Paul in 2 Corinthians 5:6-8 says, “Therefore we are always confident and know that as long as we are at home in the body we are away from the Lord. We live by faith, not by sight. We are confident, I say, and would prefer to be away from the body and at home with the Lord.”
“At home in the body” refers to the times when Paul was living in this world. The verb “prefer” signifies a desire or longing. “Away from the body” indicates the possibility of the soul in the absence of the body. “At home with the Lord” means that the soul after the death of the body continues to exist and recognize the presence of the Lord by his side. “Being confident” shows that death is not a horrible thing, because it has no power to separate the soul from the Lord. Paul believed he would be all the more with the Lord and have the blessed hope of resurrection.

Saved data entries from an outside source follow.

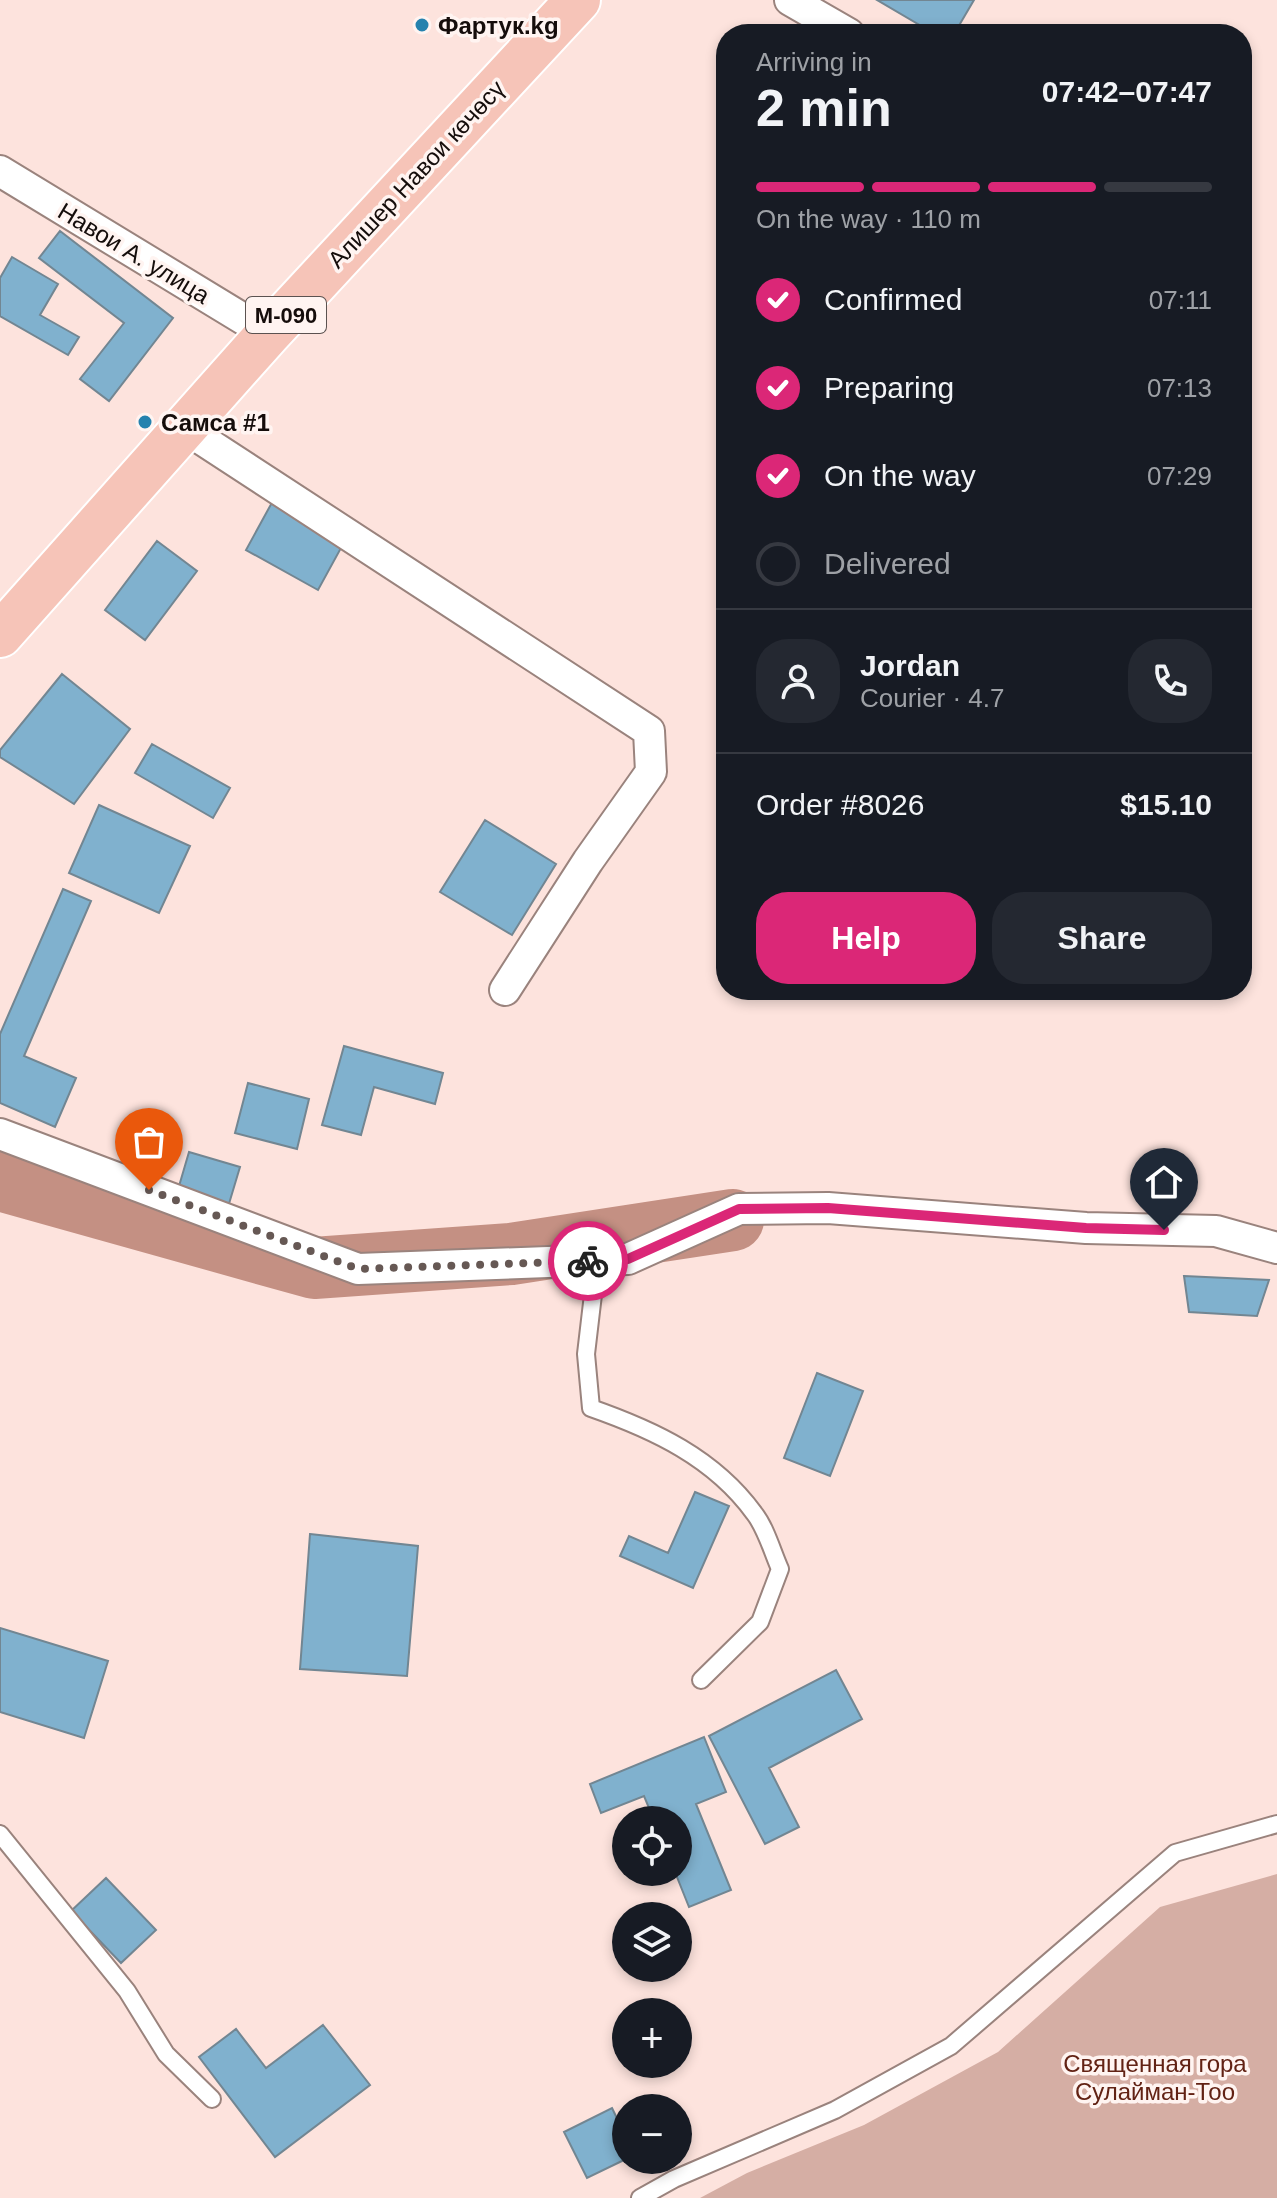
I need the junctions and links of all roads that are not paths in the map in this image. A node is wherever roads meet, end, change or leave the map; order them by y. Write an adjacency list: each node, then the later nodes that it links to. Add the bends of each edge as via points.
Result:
1 (578, 0): 5 (main road, Алишер Навои көчөсү / М-090)
2 (790, 0): 3 (street)
3 (832, 24)
4 (0, 171): 5 (street, Навои А. улица)
5 (268, 334): 6 (main road, Алишер Навои көчөсү / М-090)
6 (186, 429): 7 (main road, Алишер Навои көчөсү / М-090); 8 (street, via 649,731 651,772)
7 (0, 635)
8 (505, 990)
9 (0, 1134): 11 (street, via 358,1269)
10 (1277, 1248): 11 (street, via 1216,1231 1086,1228 828,1208 739,1209 628,1259)
11 (593, 1261): 12 (lane, via 586,1354 591,1408 636,1424 707,1462 756,1514 780,1569 760,1622)
12 (701, 1680)
13 (1277, 1824): 16 (lane, via 1175,1853 951,2046 835,2110)
14 (0, 1834): 15 (lane, via 127,1991 166,2054)
15 (212, 2099)
16 (640, 2198)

Apart from Paul, Apostle John in Revelation 6:9-10 testifies as saying, “When he opened the fifth seal, I saw under the altar the souls of those who had been slain because of the word of God and the testimony they had maintained. They called out in a loud voice, ‘How long, Sovereign Lord, holy and true, until you judge the inhabitants of the earth and avenge our blood?’”

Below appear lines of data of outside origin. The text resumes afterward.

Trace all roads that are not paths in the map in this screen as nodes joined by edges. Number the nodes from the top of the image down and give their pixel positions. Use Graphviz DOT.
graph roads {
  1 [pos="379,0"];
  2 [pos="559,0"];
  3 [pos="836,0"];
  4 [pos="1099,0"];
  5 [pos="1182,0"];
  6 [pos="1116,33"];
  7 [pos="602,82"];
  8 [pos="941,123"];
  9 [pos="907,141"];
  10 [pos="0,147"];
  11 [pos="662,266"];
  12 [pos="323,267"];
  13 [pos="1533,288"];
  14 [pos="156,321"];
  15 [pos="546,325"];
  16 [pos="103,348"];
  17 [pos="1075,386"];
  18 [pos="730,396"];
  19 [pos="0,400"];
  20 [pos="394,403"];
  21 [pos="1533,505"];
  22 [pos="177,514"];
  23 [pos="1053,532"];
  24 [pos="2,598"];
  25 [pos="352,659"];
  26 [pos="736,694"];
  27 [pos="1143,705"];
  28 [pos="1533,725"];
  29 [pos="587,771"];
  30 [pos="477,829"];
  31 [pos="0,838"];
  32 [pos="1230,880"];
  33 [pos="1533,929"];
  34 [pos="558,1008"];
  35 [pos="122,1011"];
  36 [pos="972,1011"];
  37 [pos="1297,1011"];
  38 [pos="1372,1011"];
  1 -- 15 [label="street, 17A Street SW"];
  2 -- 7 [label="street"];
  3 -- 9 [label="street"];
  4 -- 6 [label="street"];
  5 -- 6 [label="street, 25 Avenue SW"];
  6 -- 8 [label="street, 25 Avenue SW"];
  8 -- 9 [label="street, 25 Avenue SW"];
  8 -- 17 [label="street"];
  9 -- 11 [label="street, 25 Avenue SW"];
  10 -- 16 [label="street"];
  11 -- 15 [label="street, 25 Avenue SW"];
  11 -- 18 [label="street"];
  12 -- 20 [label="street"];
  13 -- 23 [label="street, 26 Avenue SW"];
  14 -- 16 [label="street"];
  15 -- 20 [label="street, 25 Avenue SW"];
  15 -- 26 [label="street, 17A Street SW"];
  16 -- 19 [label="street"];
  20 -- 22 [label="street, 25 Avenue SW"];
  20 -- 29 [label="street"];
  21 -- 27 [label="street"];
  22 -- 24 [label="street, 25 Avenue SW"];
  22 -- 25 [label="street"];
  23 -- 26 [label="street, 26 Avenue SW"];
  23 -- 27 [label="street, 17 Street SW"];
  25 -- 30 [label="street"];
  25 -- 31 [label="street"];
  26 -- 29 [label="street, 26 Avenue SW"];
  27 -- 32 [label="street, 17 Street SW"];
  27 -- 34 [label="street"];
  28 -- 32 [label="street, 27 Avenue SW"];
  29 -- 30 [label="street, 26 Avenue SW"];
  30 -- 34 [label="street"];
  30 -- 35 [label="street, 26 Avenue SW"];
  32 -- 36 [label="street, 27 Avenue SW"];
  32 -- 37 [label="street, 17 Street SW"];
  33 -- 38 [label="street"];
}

The souls of these slain people will certainly not be in a mode of sleep, because they could scream out loud, “Lord, how long will it wait?” Their sense of justice has not disappeared or diminished because of their martyrdom.
Concerning the Intermediate State, the Bible uses many terms to describe it: Heaven, Paradise, Hell, Prison, Hades, Sheol. Now we have gained some basic understanding of the “intermediate state”, but this does not mean that there are free from difficulties. Consider two Bible passages:
• In response to the repentant theft, Jesus answered him, “Truly I tell you, today you will be with me in paradise” (Like 23:43).
• Peter said, “For Christ died for sins once for all, the righteous for the unrighteous, to bring you to God. He was put to death in the body but made alive by the Spirit,
through whom also he went and preached to the spirits in prison (1 Peter 3:18-19).”
From the context, we are quite sure that Jesus went to preach to the lost souls in prison after His death but before His resurrection. But the verb “preached” doesn’t mean “evangelized” but “proclaimed” (Ref. 2, 3). Jesus went to the land of the dead (prison) and proclaimed as a herald the news of victory over Satan’s schemes set all along to frustrate God’s plan of salvation—that is the words of proclamation uttered by Jesus on the cross before He died: “It is done!”.
Since Jesus went to paradise immediately after his death, how could he also go to the prison right away? One possible explanation: There is a beautiful and blissful room in the prison, called paradise, so Jesus could go to the paradise and to the prison at the same time.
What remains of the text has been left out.